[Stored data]
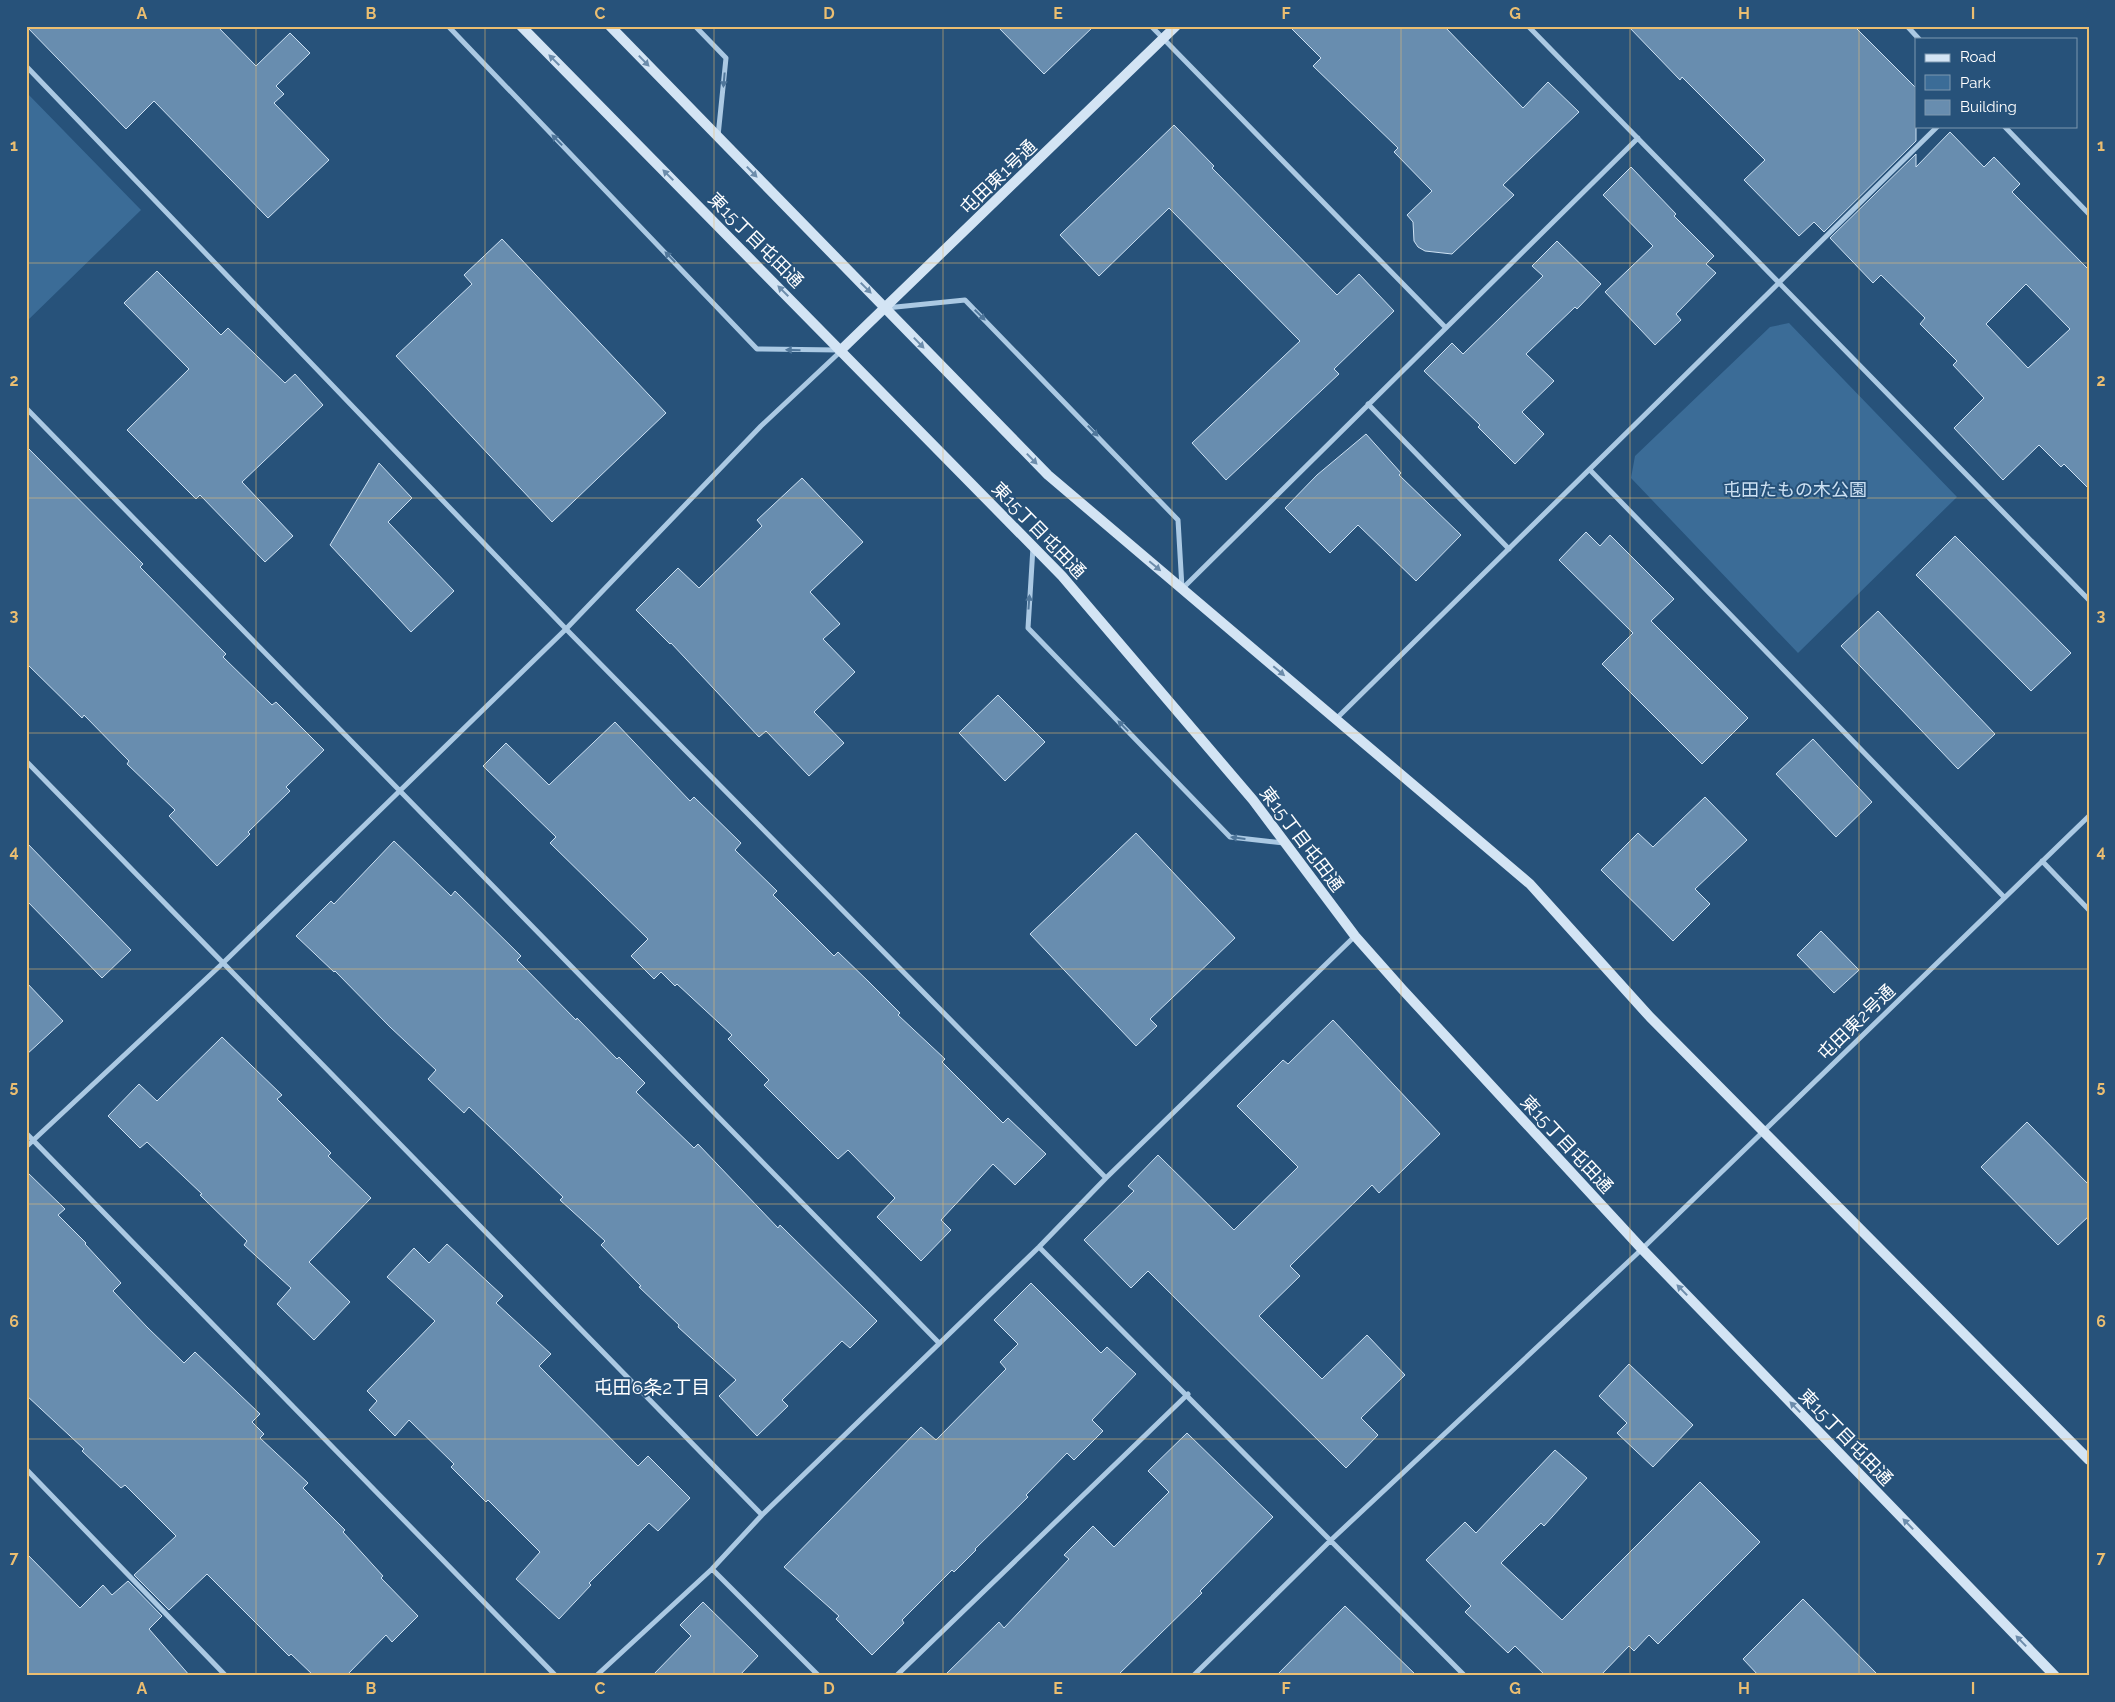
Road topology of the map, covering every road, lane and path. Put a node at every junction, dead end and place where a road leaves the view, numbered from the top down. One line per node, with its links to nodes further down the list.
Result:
1 (448, 26): 20 (street, one-way to 1)
2 (521, 26): 20 (street, 東15丁目屯田通, one-way to 2)
3 (610, 26): 14 (street, one-way to 14)
4 (695, 26): 14 (street, one-way to 14)
5 (1150, 26): 10 (street)
6 (1176, 26): 10 (street, 屯田東1号通)
7 (1528, 26): 15 (street)
8 (1906, 26): 9 (street)
9 (1918, 38)
10 (1163, 39): 18 (street, 屯田東1号通); 19 (street)
11 (26, 66): 28 (street)
12 (1936, 128): 17 (street)
13 (2006, 128): 16 (street)
14 (718, 137): 18 (street, one-way to 18)
15 (1638, 138): 17 (street); 19 (street)
16 (2089, 214)
17 (1779, 283): 23 (street); 27 (street)
18 (885, 308): 20 (street, 屯田東1号通); 26 (street, one-way to 26); 26 (street, one-way to 26)
19 (1446, 328): 21 (street)
20 (841, 350): 24 (street, 東15丁目屯田通); 28 (street)
21 (1368, 404): 25 (street); 26 (street)
22 (26, 408): 31 (street)
23 (1590, 470): 25 (street); 35 (street)
24 (1033, 546): 33 (street, 東15丁目屯田通); 33 (street, one-way to 24)
25 (1509, 549): 29 (street)
26 (1182, 589): 29 (street, one-way to 29)
27 (2089, 600)
28 (566, 629): 31 (street); 43 (street)
29 (1336, 719): 39 (street)
30 (26, 761): 38 (street)
31 (400, 791): 38 (street); 46 (street)
32 (2089, 816): 34 (street, 屯田東2号通)
33 (1286, 843): 37 (street, 東15丁目屯田通)
34 (2042, 861): 35 (street, 屯田東2号通); 36 (street)
35 (2004, 897): 39 (street, 屯田東2号通)
36 (2089, 910)
37 (1355, 936): 43 (street); 45 (street, 東15丁目屯田通)
38 (223, 963): 41 (street); 50 (street)
39 (1763, 1132): 45 (street, 屯田東2号通); 48 (street)
40 (26, 1133): 41 (street)
41 (33, 1140): 42 (street); 54 (street)
42 (26, 1147)
43 (1106, 1178): 44 (street)
44 (1039, 1247): 46 (street); 47 (street)
45 (1642, 1249): 51 (street, 屯田東2号通); 60 (street, 東15丁目屯田通, one-way to 45)
46 (939, 1343): 50 (street)
47 (1188, 1394): 51 (street); 57 (street)
48 (2089, 1460)
49 (26, 1469): 53 (street)
50 (762, 1515): 52 (street)
51 (1330, 1541): 58 (street, 屯田東2号通); 59 (street)
52 (712, 1568): 55 (street); 56 (street)
53 (226, 1676)
54 (556, 1676)
55 (596, 1676)
56 (819, 1676)
57 (896, 1676)
58 (1192, 1676)
59 (1465, 1676)
60 (2054, 1676)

** What you will do **
Output each entry verbatim; none of the pictures should be included.

** The completed task **
Road topology of the map, covering every road, lane and path. Put a node at every junction, dead end and place where a road leaves the view, numbered from the top down. One line per node, with its links to nodes further down the list.
Result:
1 (448, 26): 20 (street, one-way to 1)
2 (521, 26): 20 (street, 東15丁目屯田通, one-way to 2)
3 (610, 26): 14 (street, one-way to 14)
4 (695, 26): 14 (street, one-way to 14)
5 (1150, 26): 10 (street)
6 (1176, 26): 10 (street, 屯田東1号通)
7 (1528, 26): 15 (street)
8 (1906, 26): 9 (street)
9 (1918, 38)
10 (1163, 39): 18 (street, 屯田東1号通); 19 (street)
11 (26, 66): 28 (street)
12 (1936, 128): 17 (street)
13 (2006, 128): 16 (street)
14 (718, 137): 18 (street, one-way to 18)
15 (1638, 138): 17 (street); 19 (street)
16 (2089, 214)
17 (1779, 283): 23 (street); 27 (street)
18 (885, 308): 20 (street, 屯田東1号通); 26 (street, one-way to 26); 26 (street, one-way to 26)
19 (1446, 328): 21 (street)
20 (841, 350): 24 (street, 東15丁目屯田通); 28 (street)
21 (1368, 404): 25 (street); 26 (street)
22 (26, 408): 31 (street)
23 (1590, 470): 25 (street); 35 (street)
24 (1033, 546): 33 (street, 東15丁目屯田通); 33 (street, one-way to 24)
25 (1509, 549): 29 (street)
26 (1182, 589): 29 (street, one-way to 29)
27 (2089, 600)
28 (566, 629): 31 (street); 43 (street)
29 (1336, 719): 39 (street)
30 (26, 761): 38 (street)
31 (400, 791): 38 (street); 46 (street)
32 (2089, 816): 34 (street, 屯田東2号通)
33 (1286, 843): 37 (street, 東15丁目屯田通)
34 (2042, 861): 35 (street, 屯田東2号通); 36 (street)
35 (2004, 897): 39 (street, 屯田東2号通)
36 (2089, 910)
37 (1355, 936): 43 (street); 45 (street, 東15丁目屯田通)
38 (223, 963): 41 (street); 50 (street)
39 (1763, 1132): 45 (street, 屯田東2号通); 48 (street)
40 (26, 1133): 41 (street)
41 (33, 1140): 42 (street); 54 (street)
42 (26, 1147)
43 (1106, 1178): 44 (street)
44 (1039, 1247): 46 (street); 47 (street)
45 (1642, 1249): 51 (street, 屯田東2号通); 60 (street, 東15丁目屯田通, one-way to 45)
46 (939, 1343): 50 (street)
47 (1188, 1394): 51 (street); 57 (street)
48 (2089, 1460)
49 (26, 1469): 53 (street)
50 (762, 1515): 52 (street)
51 (1330, 1541): 58 (street, 屯田東2号通); 59 (street)
52 (712, 1568): 55 (street); 56 (street)
53 (226, 1676)
54 (556, 1676)
55 (596, 1676)
56 (819, 1676)
57 (896, 1676)
58 (1192, 1676)
59 (1465, 1676)
60 (2054, 1676)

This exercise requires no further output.